Light-duty Projects in Action

CARB's light-duty vehicle and clean transportation equity investments support the long-term transformation of California's fleet and help us meet our clean air, climate change and equity goals. These opportunities increase clean transportation access to income-qualified residents and residents of disadvantaged and tribal communities.

Clean Vehicle Ownership Incentives

CARB's vehicle purchase incentives help provide affordable solutions for income-qualified residents and those in disadvantaged communities to purchase or lease cleaner, more fuel-efficient cars.

Clean Vehicle Ownership Incentives Clean Cars 4 All (CC4A)

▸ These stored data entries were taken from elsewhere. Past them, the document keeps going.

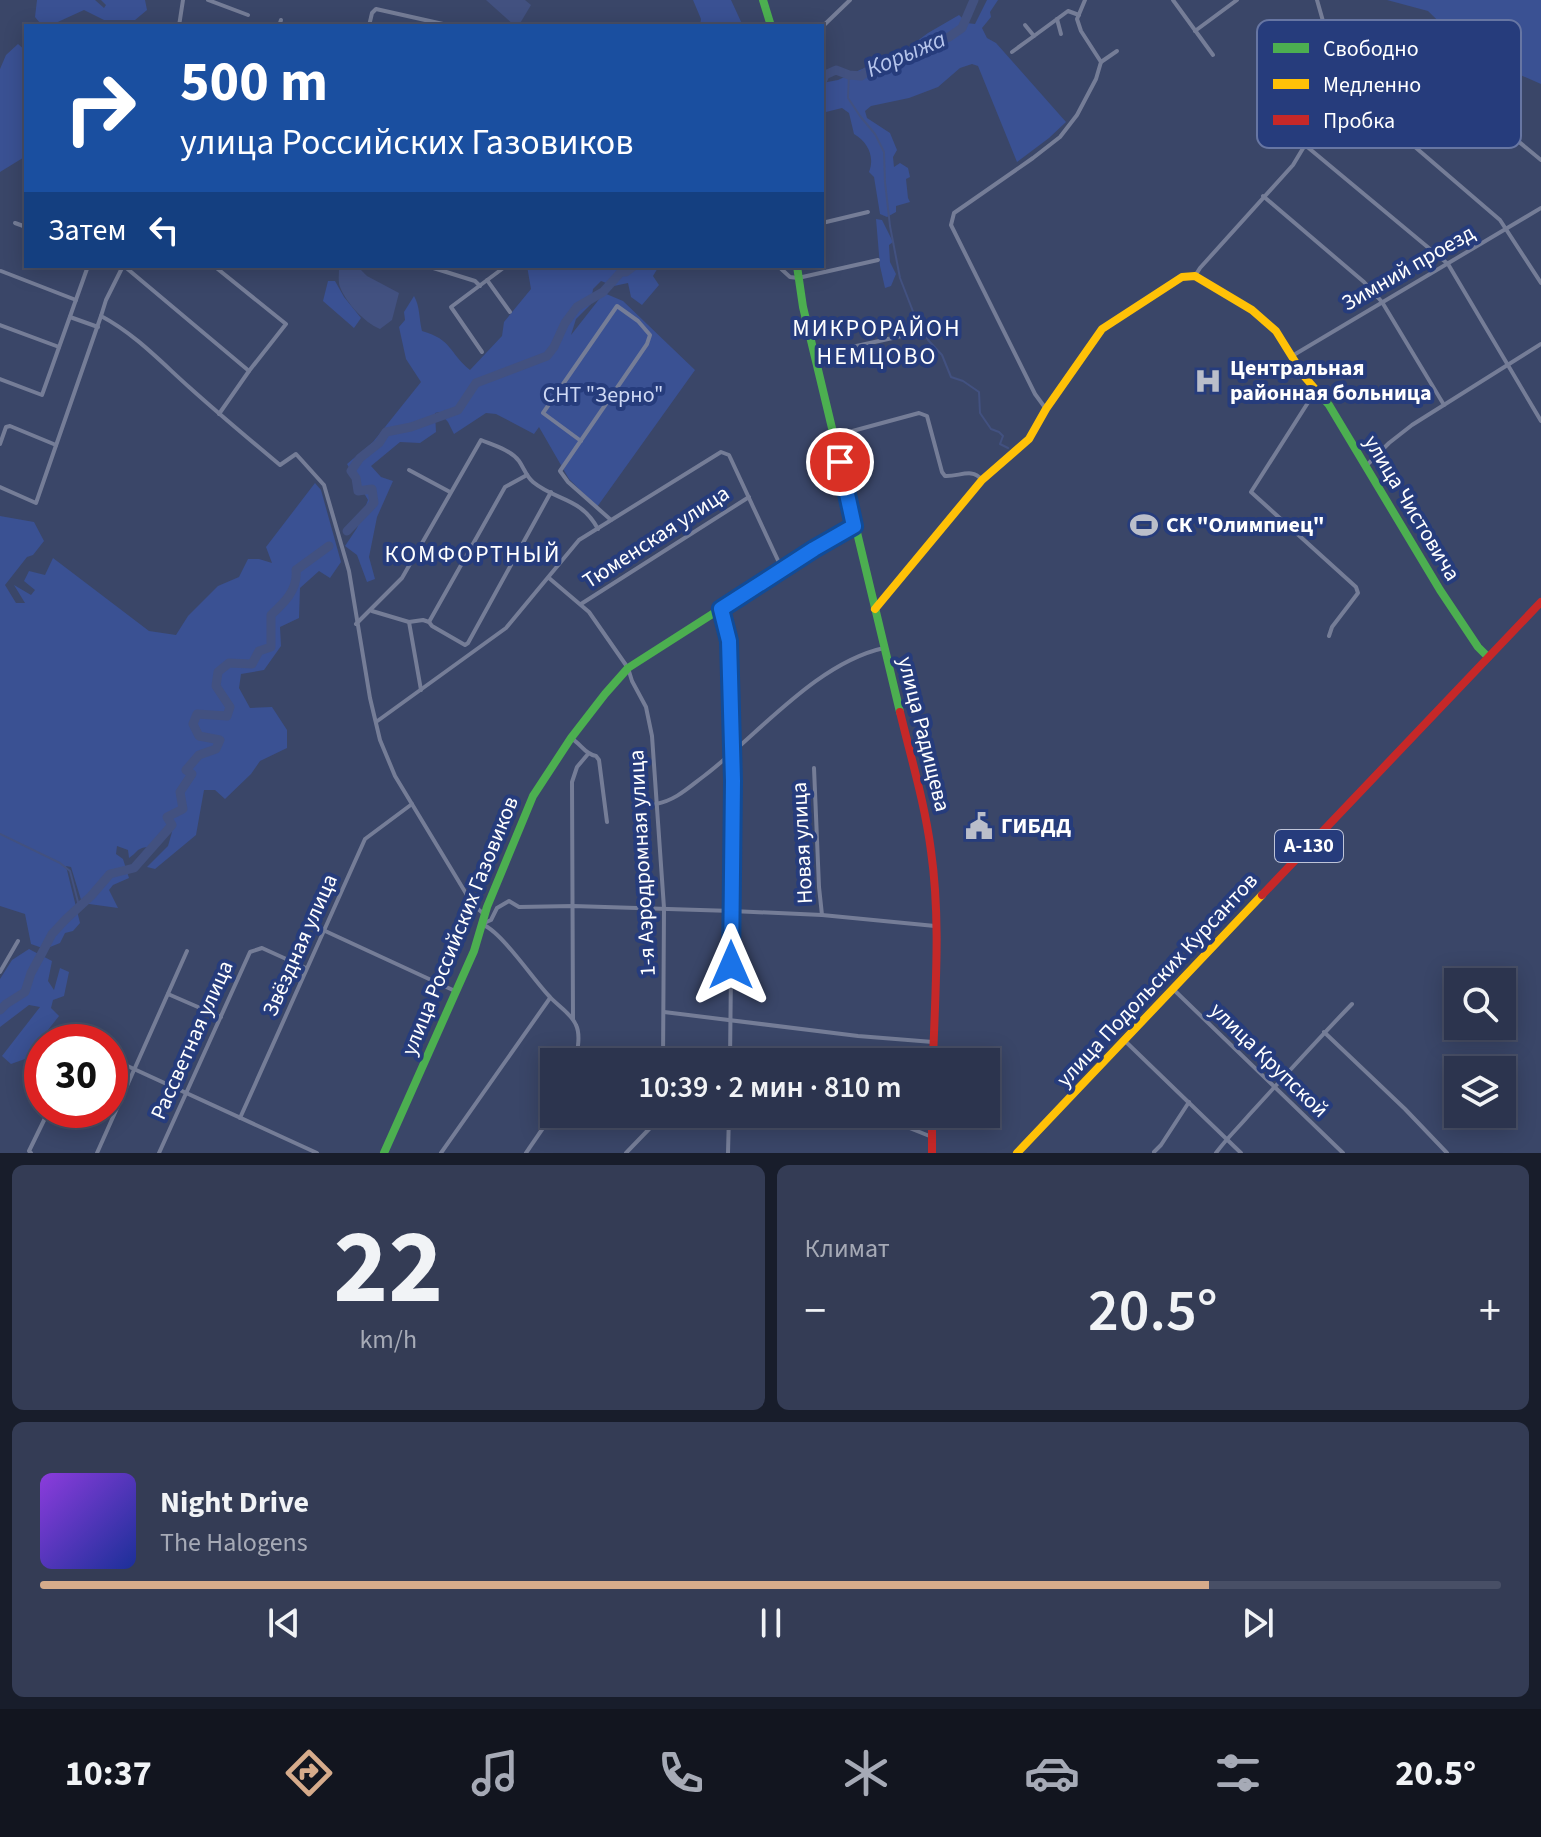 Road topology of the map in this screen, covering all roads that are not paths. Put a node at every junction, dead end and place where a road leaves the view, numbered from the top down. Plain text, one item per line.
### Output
1 (183, 0) edge
2 (208, 0) edge
3 (763, 0) edge
4 (850, 0) edge
5 (1085, 0) edge
6 (1173, 0) edge
7 (1237, 0) edge
8 (1317, 0) edge
9 (248, 15) dead end
10 (1079, 15) junction
11 (417, 18) junction
12 (1057, 19) junction
13 (1322, 20) edge
14 (179, 24) edge
15 (369, 24) edge
16 (416, 24) edge
17 (443, 24) edge
18 (770, 24) edge
19 (824, 25) edge
20 (1025, 25) dead end
21 (1195, 31) junction
22 (1061, 34) dead end
23 (1034, 36) junction
24 (1117, 51) dead end
25 (1012, 52) dead end
26 (1213, 55) dead end
27 (1101, 62) junction
28 (1521, 144) edge
29 (1303, 148) edge
30 (1309, 148) edge
31 (1417, 148) edge
32 (1541, 160) edge
33 (1263, 196) junction
34 (1541, 208) edge
35 (868, 212) dead end
36 (15, 223) dead end
37 (824, 223) edge
38 (24, 226) edge
39 (1506, 229) junction
40 (878, 260) dead end
41 (1448, 264) junction
42 (87, 268) edge
43 (123, 268) edge
44 (126, 268) edge
45 (216, 268) edge
46 (433, 268) edge
47 (503, 268) edge
48 (780, 268) edge
49 (797, 268) edge
50 (1, 271) edge
51 (1195, 276) junction
52 (798, 278) junction
53 (487, 280) junction
54 (1541, 283) edge
55 (480, 286) junction
56 (76, 300) junction
57 (1382, 302) junction
58 (510, 312) dead end
59 (101, 316) junction
60 (70, 317) junction
61 (0, 325) edge
62 (98, 327) junction
63 (915, 333) dead end
64 (1541, 344) edge
65 (59, 347) junction
66 (482, 352) dead end
67 (814, 355) junction
68 (1292, 356) junction
69 (1507, 366) junction
70 (249, 371) junction
71 (0, 379) edge
72 (1317, 389) junction
73 (1444, 405) junction
74 (1046, 409) junction
75 (219, 414) junction
76 (1541, 421) edge
77 (834, 436) junction
78 (581, 441) junction
79 (0, 444) edge
80 (56, 445) junction
81 (1365, 467) junction
82 (409, 470) dead end
83 (527, 475) junction
84 (982, 480) junction
85 (0, 487) edge
86 (450, 492) junction
87 (551, 492) junction
88 (749, 497) junction
89 (611, 520) junction
90 (854, 526) junction
91 (598, 529) junction
92 (782, 569) junction
93 (549, 578) junction
94 (1541, 602) edge
95 (581, 604) junction
96 (721, 609) junction
97 (875, 609) junction
98 (371, 611) junction
99 (409, 622) junction
100 (429, 622) junction
101 (356, 624) junction
102 (1329, 636) dead end
103 (884, 648) junction
104 (1488, 657) junction
105 (628, 668) junction
106 (421, 690) junction
107 (376, 722) junction
108 (571, 738) junction
109 (588, 754) junction
110 (732, 754) junction
111 (814, 768) dead end
112 (412, 804) junction
113 (656, 804) junction
114 (607, 822) dead end
115 (573, 906) junction
116 (664, 908) junction
117 (732, 911) junction
118 (484, 914) junction
119 (822, 915) junction
120 (481, 924) junction
121 (935, 926) junction
122 (323, 929) junction
123 (18, 941) dead end
124 (187, 951) dead end
125 (306, 968) junction
126 (0, 972) edge
127 (1173, 989) junction
128 (455, 991) junction
129 (168, 994) junction
130 (550, 998) junction
131 (1352, 1004) dead end
132 (664, 1012) junction
133 (221, 1017) junction
134 (573, 1019) junction
135 (731, 1019) junction
136 (1324, 1032) junction
137 (1125, 1041) junction
138 (933, 1042) junction
139 (577, 1048) edge
140 (663, 1048) edge
141 (730, 1048) edge
142 (933, 1048) edge
143 (128, 1066) edge
144 (135, 1069) junction
145 (1273, 1087) junction
146 (185, 1092) junction
147 (1189, 1102) junction
148 (240, 1118) junction
149 (40, 1128) edge
150 (543, 1128) edge
151 (650, 1128) edge
152 (729, 1128) edge
153 (910, 1128) edge
154 (932, 1128) edge
155 (932, 1137) junction
156 (1226, 1138) junction
157 (304, 1150) edge
158 (1154, 1152) edge
159 (31, 1153) edge
160 (97, 1153) edge
161 (159, 1153) edge
162 (317, 1153) edge
163 (384, 1153) edge
164 (441, 1153) edge
165 (526, 1153) edge
166 (626, 1153) edge
167 (728, 1153) edge
168 (932, 1153) edge
169 (1019, 1153) edge
170 (1216, 1153) edge
171 (1241, 1153) edge
172 (1343, 1153) edge
173 (1447, 1153) edge

1 - 14 street
2 - 9 street
3 - 18 main road
4 - 19 street
5 - 10 street
6 - 21 street
7 - 21 street
8 - 13 street
10 - 12 street
10 - 27 street
11 - 15 street
11 - 16 street
11 - 17 street
12 - 22 street
12 - 23 street
20 - 23 street
21 - 26 street
23 - 25 street
24 - 27 street
27 - 74 street
28 - 32 street
29 - 33 street
30 - 41 street
31 - 39 street
33 - 51 street
33 - 57 street
34 - 39 street, Зимний проезд
35 - 37 street
36 - 38 street
39 - 41 street, Зимний проезд
39 - 54 street
40 - 52 street
41 - 57 street, Зимний проезд
41 - 69 street
42 - 56 street
43 - 59 street
44 - 70 street
45 - 70 street
46 - 55 street
47 - 53 street
48 - 52 street
49 - 52 main road, улица Радищева
50 - 56 street
51 - 68 main road, улица Чистовича
51 - 74 main road
52 - 67 main road, улица Радищева
53 - 55 street
53 - 58 street
55 - 66 street
56 - 60 street
57 - 68 street, Зимний проезд
57 - 73 street
59 - 62 street
59 - 75 street
60 - 62 street
60 - 65 street
61 - 65 street
62 - 80 street
63 - 67 street
64 - 69 street
65 - 71 street
67 - 77 main road, улица Радищева
68 - 72 main road, улица Чистовича
69 - 73 street
69 - 76 street
70 - 75 street
72 - 81 main road, улица Чистовича
72 - 102 street
73 - 81 street
74 - 84 main road
75 - 101 street
77 - 84 street
77 - 90 main road, улица Радищева
78 - 78 street
78 - 89 street
79 - 80 street
80 - 85 street
81 - 104 main road, улица Чистовича
82 - 86 street
83 - 86 street
83 - 87 street
83 - 100 street
84 - 97 main road
86 - 98 street
87 - 91 street
87 - 100 street
88 - 89 street
88 - 92 street
88 - 95 street, Тюменская улица
89 - 91 street
90 - 92 main road, улица Российских Газовиков
90 - 97 main road, улица Радищева
91 - 93 street
92 - 96 main road, улица Российских Газовиков
93 - 95 street, 1-я Аэродромная улица
93 - 106 street
94 - 104 main road, А-130
95 - 105 street, 1-я Аэродромная улица
96 - 105 main road, улица Российских Газовиков
96 - 110 street
97 - 103 main road, улица Радищева
98 - 99 street
98 - 101 street
99 - 100 street
99 - 106 street
101 - 107 street
103 - 110 street
103 - 121 main road, улица Радищева
104 - 127 main road, улица Подольских Курсантов / А-130
105 - 108 main road, улица Российских Газовиков
105 - 113 street, 1-я Аэродромная улица
106 - 107 street
107 - 112 street
108 - 109 street
108 - 118 main road, улица Российских Газовиков
109 - 114 street
109 - 115 street
110 - 113 street
110 - 117 street
111 - 119 street, Новая улица
112 - 118 street
112 - 122 street, Звёздная улица
113 - 116 street, 1-я Аэродромная улица
115 - 116 street
115 - 120 street
115 - 134 street
116 - 117 street
116 - 132 street, 1-я Аэродромная улица
117 - 119 street
117 - 135 street
118 - 120 main road, улица Российских Газовиков
119 - 121 street
120 - 128 main road, улица Российских Газовиков
120 - 130 street
121 - 138 main road, улица Радищева
122 - 125 street, Звёздная улица
122 - 128 street
123 - 126 street
124 - 129 street
125 - 133 street, Рассветная улица
125 - 148 street, Звёздная улица
127 - 137 main road, улица Подольских Курсантов / А-130
127 - 145 street, улица Крупской
128 - 163 main road, улица Российских Газовиков
129 - 133 street
129 - 144 street
130 - 134 street
130 - 164 street
131 - 136 street
132 - 135 street
132 - 140 street, 1-я Аэродромная улица
133 - 146 street, Рассветная улица
134 - 139 street
135 - 138 street
135 - 141 street
136 - 145 street
136 - 173 street
137 - 147 street
137 - 169 main road, улица Подольских Курсантов / А-130
138 - 142 main road, улица Радищева
143 - 144 street
144 - 146 street
144 - 160 street
145 - 156 street
145 - 172 street, улица Крупской
146 - 148 street
146 - 161 street, Рассветная улица
147 - 156 street
147 - 158 street
148 - 157 street
149 - 159 street
150 - 165 street
151 - 166 street
152 - 167 street
153 - 155 street
154 - 155 main road
155 - 168 main road
156 - 170 street
156 - 171 street
157 - 162 street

Since Fiscal Year (FY) 2014-15 and through the first quarter of 2022, CARB has allocated $190.6 million for Clean Cars 4 All, including $177 million of Low Carbon Transportation funding, $10 million of Volkswagen settlement funding, and $3.6 million of Air Quality Improvement Program (AQIP) funding. This includes $75 million allocated as part of the FY 21-22 Funding Plan for Clean Transportation Incentives. South Coast Air Quality Management District (AQMD) has received $89 million while San Joaquin Valley Air Pollution Control District (APCD) received $43.6 million. The Bay Area AQMD and Sacramento Metropolitan AQMD have more recently launched Clean Cars 4 All programs and have been allocated $32 million and $11 million respectively. San Diego County APCD was awarded $5 million in FY 21-22 and $10 million is being held as a strategic reserve. As of March 31, 2021, there were 11,406 participants. The participant breakdown is as follows:

  • Replace Your Ride, South Coast AQMD: 6,762 participants
  • Drive Clean in the San Joaquin, San Joaquin Valley APCD: 3,188 participants
  • Bay Area AQMD: 1,293 participants
  • Sacramento Metropolitan AQMD: 163 participants

Clean Cars 4 All participants may receive up to $9,500 toward the purchase of new or used hybrid, plug-in hybrid, or ZEV replacement vehicles. Furthermore, participants can choose an alternative mobility option such as an electric bike, a voucher for public transit, or a combination of clean transportation options allowed under the program in lieu of purchasing a replacement vehicle. In addition, buyers of plug-in hybrid and battery electric vehicles are also eligible for up to $2000 towards home charger incentives or prepaid charge cards if home charger installation is not an option. Of program participants, 89 percent have household incomes that fall into the low-income bracket (≤ 225 percent of the federal poverty level, which for 2021 is $59,650 per year for a household size of four), and 50 percent also reside in disadvantaged communities. The average vehicle retired is about 22 years old with an estimated fuel economy of 21.5 miles per gallon. The average replacement vehicle has a fuel economy of 85 mpg equivalent.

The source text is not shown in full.